Sherborne ha affermato che i suoi clienti non erano consapevoli di essere vittime di hacking telefonico fino a quando l’investigatore privato Gavin Burrows non si è fatto avanti nel 2021 per aiutare coloro che aveva preso di mira.

Burrows ha detto che “deve aver svolto centinaia di lavori” al Mail tra il 2000 e il 2005, ha detto Sherborne in una precedente udienza.

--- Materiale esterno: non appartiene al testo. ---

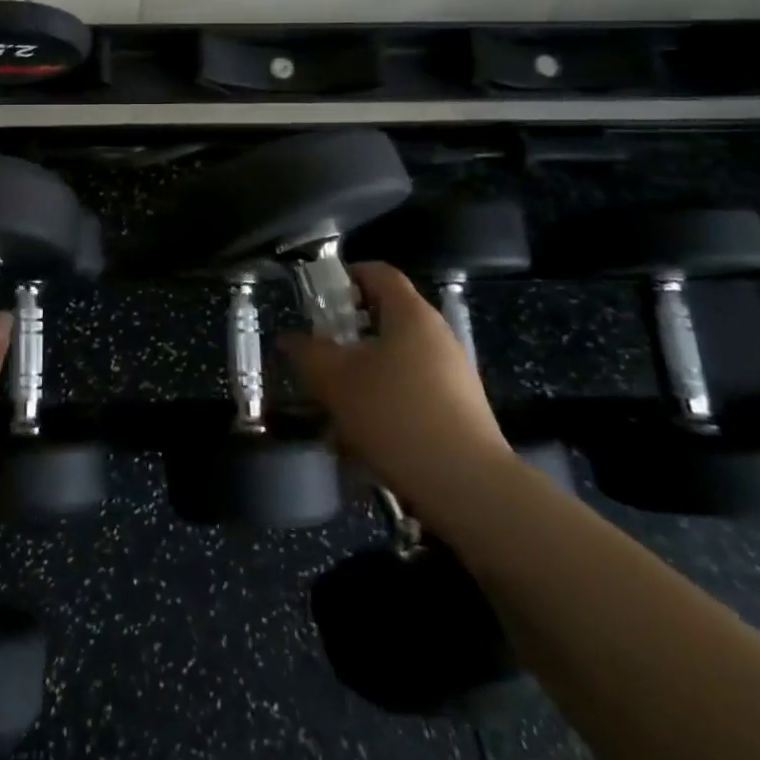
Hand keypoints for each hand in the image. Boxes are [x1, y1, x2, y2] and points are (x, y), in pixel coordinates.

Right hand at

Harry, Hurley, Frost, John e suo marito, David Furnish, erano “solo un piccolo gruppo dei miei obiettivi”, ha detto Burroughs in una dichiarazione letta in tribunale.

Ma Burroughs da allora ha negato tale affermazione e ha affermato di non aver mai lavorato per il Post.

White ha detto che gran parte del caso fallisce senza Burroughs dalla parte dei pubblici ministeri.

“In effetti, nel caso di molti ricorrenti, le loro spiegazioni per i loro ‘momenti di svolta personali’ mostrano che senza il signor Burrows, non avrebbero mai presentato le loro richieste”, ha detto.

Ma Sherburne, che ha detto che altri testimoni hanno detto che Burroughs lavorava per i giornali, ha minimizzato l’importanza dell’investigatore nel suo caso.

“Il signor Burroughs è solo uno dei tanti investigatori privati ​​impiegati dall’Associated Press che secondo noi sono coinvolti in attività illegali”, ha detto Sherburne. “Era solo l’informatore originale.”

Gli altri ricorrenti sono l’attivista antirazzista Doreen Lawrence e l’ex politico Simon Hughes.